For, as we the press exited into the lobby from the darkness of the film which just sort of stops after a surprisingly important yet far too briefly explored plot point, we’re left wondering just what it all means and if Meirelles actually knew in the first place the type of film he wanted to make. My theory is that he was so fascinated by the idea and the topics therein that he neglected to fine-tune it into a workable thesis statement, thereby closing audience’s minds instead of opening them for discussion.

Although one critic joked that if he was forced to watch it again, he would kill himself and another said it was one of the worst films he’d ever seen, I wouldn’t go that far, yet it’s one of the biggest letdowns of 2008. In fact, trouble was predicted following its premiere as the Opening Night Selection at the Cannes Film Festival which left critics divided and Blindness was sent back for reworking (Entertainment Weekly, pg. 55; 8/22/08).



Yet despite the changes, we’re left not just thoroughly confused but realize at last that we really don’t care. And while I was charged with the argument that if it remains in your head hours later, it was a good film, I disagree. For it remained there precisely because it wasn’t a good film as my head was filled with the grotesque imagery of fecal matter and sexual assaults, and wondering why the celluloid was wasted in the first place.

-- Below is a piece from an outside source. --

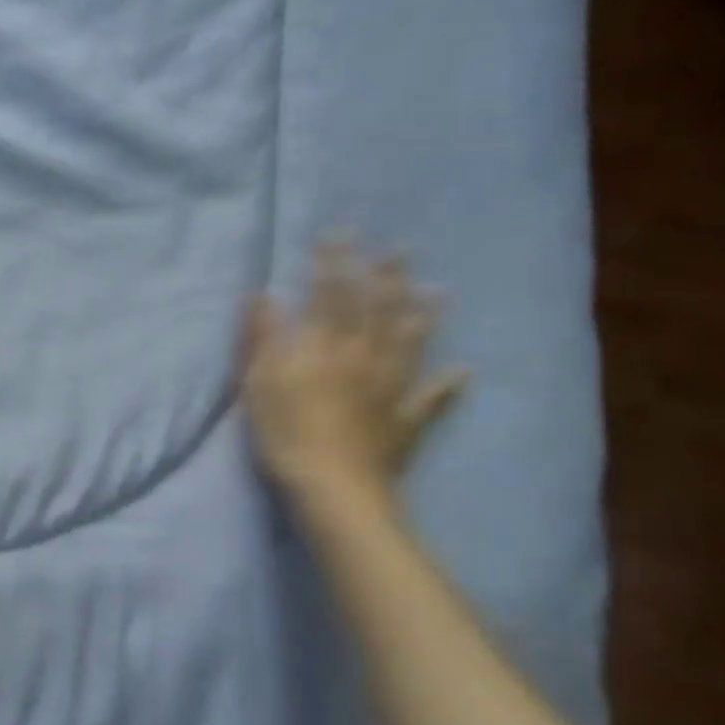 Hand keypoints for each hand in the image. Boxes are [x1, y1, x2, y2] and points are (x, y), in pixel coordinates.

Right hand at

Although my guess is that it will most likely be viewed as a religious parable, an indictment on governmental ineffectiveness in the wake of a tragedy, a commentary on the darkness of human nature, an allegory that illustrates the terror of Nazi like group think, or a warning about where we are headed. Yet, ultimately asking us to sit through something as endlessly bleak, overwhelmingly brutal as Blindness where in the end the questions it raised and the filmmaker’s intention are greater than the sum of its horrible parts, makes Meirelles’ opening quoted goal seem pointless, shallow, and a bit sadistic in the end.